Stored data
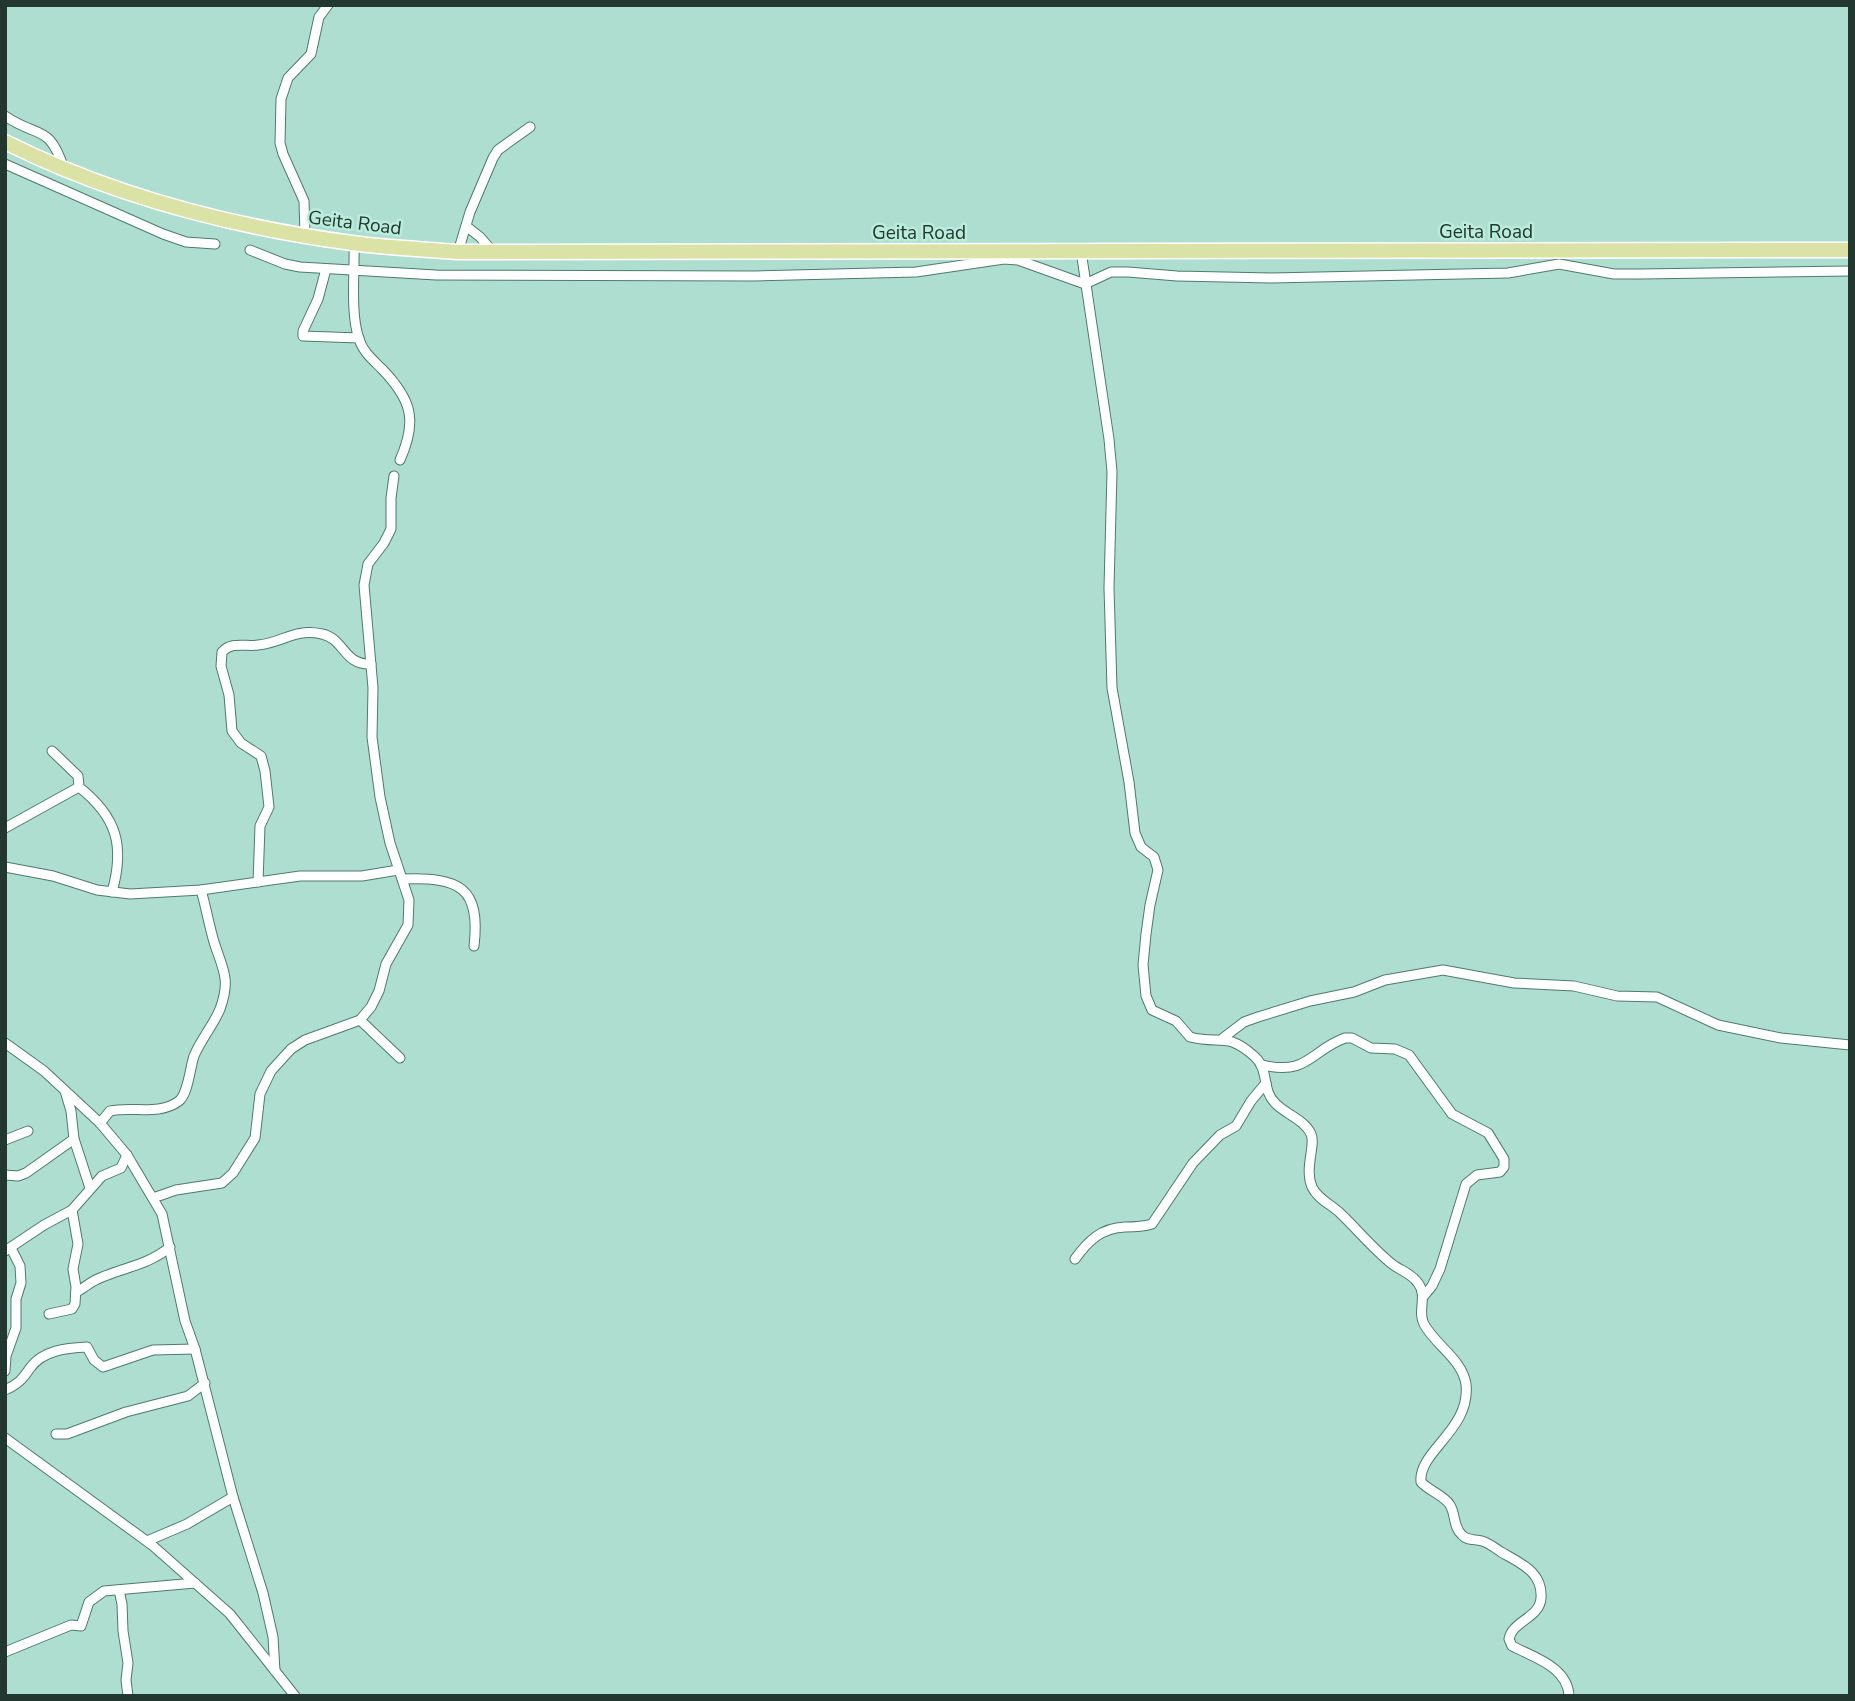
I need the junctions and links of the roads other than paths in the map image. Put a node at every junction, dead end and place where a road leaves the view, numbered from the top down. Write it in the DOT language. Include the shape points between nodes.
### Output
graph roads {
  1 [pos="328,5"];
  2 [pos="5,116"];
  3 [pos="530,127"];
  4 [pos="5,142"];
  5 [pos="5,164"];
  6 [pos="64,169"];
  7 [pos="466,226"];
  8 [pos="305,235"];
  9 [pos="354,243"];
  10 [pos="215,244"];
  11 [pos="250,250"];
  12 [pos="1850,250"];
  13 [pos="1081,251"];
  14 [pos="458,252"];
  15 [pos="493,253"];
  16 [pos="326,269"];
  17 [pos="356,270"];
  18 [pos="1850,271"];
  19 [pos="1085,284"];
  20 [pos="359,338"];
  21 [pos="400,460"];
  22 [pos="394,476"];
  23 [pos="371,664"];
  24 [pos="52,751"];
  25 [pos="79,787"];
  26 [pos="5,828"];
  27 [pos="5,867"];
  28 [pos="401,875"];
  29 [pos="258,882"];
  30 [pos="201,890"];
  31 [pos="111,892"];
  32 [pos="474,946"];
  33 [pos="360,1020"];
  34 [pos="1223,1038"];
  35 [pos="5,1043"];
  36 [pos="1850,1045"];
  37 [pos="400,1058"];
  38 [pos="1263,1065"];
  39 [pos="1266,1083"];
  40 [pos="64,1089"];
  41 [pos="100,1123"];
  42 [pos="28,1132"];
  43 [pos="74,1139"];
  44 [pos="5,1140"];
  45 [pos="127,1155"];
  46 [pos="5,1175"];
  47 [pos="89,1188"];
  48 [pos="153,1198"];
  49 [pos="72,1210"];
  50 [pos="170,1247"];
  51 [pos="8,1249"];
  52 [pos="1074,1259"];
  53 [pos="76,1292"];
  54 [pos="1423,1297"];
  55 [pos="48,1314"];
  56 [pos="195,1349"];
  57 [pos="5,1371"];
  58 [pos="205,1383"];
  59 [pos="5,1390"];
  60 [pos="56,1433"];
  61 [pos="5,1438"];
  62 [pos="233,1497"];
  63 [pos="147,1541"];
  64 [pos="195,1583"];
  65 [pos="119,1590"];
  66 [pos="5,1653"];
  67 [pos="275,1671"];
  68 [pos="128,1696"];
  69 [pos="295,1696"];
  70 [pos="1569,1696"];
  1 -- 8 [label="street" via="319,17 311,54 288,78 281,99 280,143 304,201"];
  2 -- 6 [label="street" via="49,138"];
  3 -- 7 [label="street" via="498,150"];
  4 -- 6 [label="highway, Geita Road"];
  5 -- 10 [label="street" via="163,234 186,242"];
  6 -- 8 [label="highway, Geita Road" via="177,208"];
  7 -- 14 [label="street"];
  7 -- 15 [label="street"];
  8 -- 9 [label="highway, Geita Road"];
  9 -- 14 [label="highway, Geita Road"];
  9 -- 17 [label="street"];
  11 -- 16 [label="street" via="285,264"];
  12 -- 13 [label="highway, Geita Road"];
  13 -- 15 [label="highway, Geita Road"];
  13 -- 19 [label="street"];
  14 -- 15 [label="highway, Geita Road"];
  16 -- 17 [label="street"];
  16 -- 20 [label="street" via="303,336"];
  17 -- 19 [label="street" via="436,275 756,276 916,272 1004,258"];
  17 -- 20 [label="street"];
  18 -- 19 [label="street" via="1614,274 1559,264 1508,273 1271,278 1111,272"];
  19 -- 34 [label="street" via="1111,461 1112,688 1135,833 1158,870 1143,965 1146,996 1152,1010 1176,1021 1190,1037"];
  20 -- 21 [label="street" via="408,404 410,425"];
  22 -- 23 [label="street" via="391,528 365,574"];
  23 -- 28 [label="street" via="372,737 382,807"];
  23 -- 29 [label="street" via="356,663 329,636 312,633 260,645 232,645 222,652 220,666 229,695 232,731 241,744 261,756 265,771 269,807 260,826"];
  24 -- 25 [label="street" via="78,776"];
  25 -- 26 [label="street"];
  25 -- 31 [label="street" via="102,808 116,841 118,866"];
  27 -- 31 [label="street"];
  28 -- 29 [label="street" via="300,876"];
  28 -- 32 [label="street" via="442,882 467,893 476,910"];
  28 -- 33 [label="street" via="408,925 386,964 380,991"];
  29 -- 30 [label="street"];
  30 -- 31 [label="street"];
  30 -- 41 [label="street" via="227,986 219,1012 194,1058 184,1095 169,1106 110,1111"];
  33 -- 37 [label="street"];
  33 -- 48 [label="street" via="305,1040 279,1060 262,1089 255,1138 225,1181"];
  34 -- 36 [label="street" via="1244,1022 1310,1001 1354,992 1385,979 1443,971 1617,996 1657,996 1718,1025"];
  34 -- 38 [label="street" via="1237,1042"];
  35 -- 40 [label="street"];
  38 -- 39 [label="street"];
  38 -- 54 [label="street" via="1297,1066 1345,1038 1371,1048 1404,1052 1452,1114 1488,1133 1497,1144 1504,1167 1500,1172 1477,1175 1466,1184 1440,1269"];
  39 -- 52 [label="street" via="1236,1126 1220,1135 1193,1163 1152,1224 1110,1229 1088,1241"];
  39 -- 54 [label="street" via="1274,1102 1311,1134 1312,1187 1393,1265 1415,1278"];
  40 -- 41 [label="street"];
  40 -- 43 [label="street" via="72,1111"];
  41 -- 45 [label="street"];
  42 -- 44 [label="street"];
  43 -- 46 [label="street" via="26,1173"];
  43 -- 47 [label="street"];
  45 -- 47 [label="street" via="121,1168"];
  45 -- 48 [label="street"];
  47 -- 49 [label="street"];
  48 -- 50 [label="street"];
  49 -- 51 [label="street"];
  49 -- 53 [label="street" via="78,1244 73,1269"];
  50 -- 53 [label="street" via="146,1264 124,1267"];
  50 -- 56 [label="street" via="181,1309"];
  51 -- 57 [label="street" via="20,1266 21,1283"];
  53 -- 55 [label="street" via="72,1309"];
  54 -- 70 [label="street" via="1423,1323 1464,1373 1466,1387 1461,1419 1422,1469 1421,1482 1451,1507 1461,1535 1490,1545 1534,1573 1541,1602 1512,1630 1509,1639 1512,1646 1559,1672"];
  56 -- 58 [label="street"];
  56 -- 59 [label="street" via="153,1350 103,1367 87,1347 55,1351"];
  58 -- 60 [label="street" via="188,1396 67,1434"];
  58 -- 62 [label="street"];
  61 -- 63 [label="street"];
  62 -- 63 [label="street"];
  62 -- 67 [label="street" via="263,1593"];
  63 -- 64 [label="street"];
  64 -- 65 [label="street"];
  64 -- 67 [label="street" via="230,1614"];
  65 -- 66 [label="street" via="104,1591 89,1602 81,1626 71,1625"];
  65 -- 68 [label="street"];
  67 -- 69 [label="street"];
}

_INSTRUCTIONS FOR THE TASK_.
Scan the lines above for "roads" and state how many match, nothing more.

_ANSWER SECTION_.
2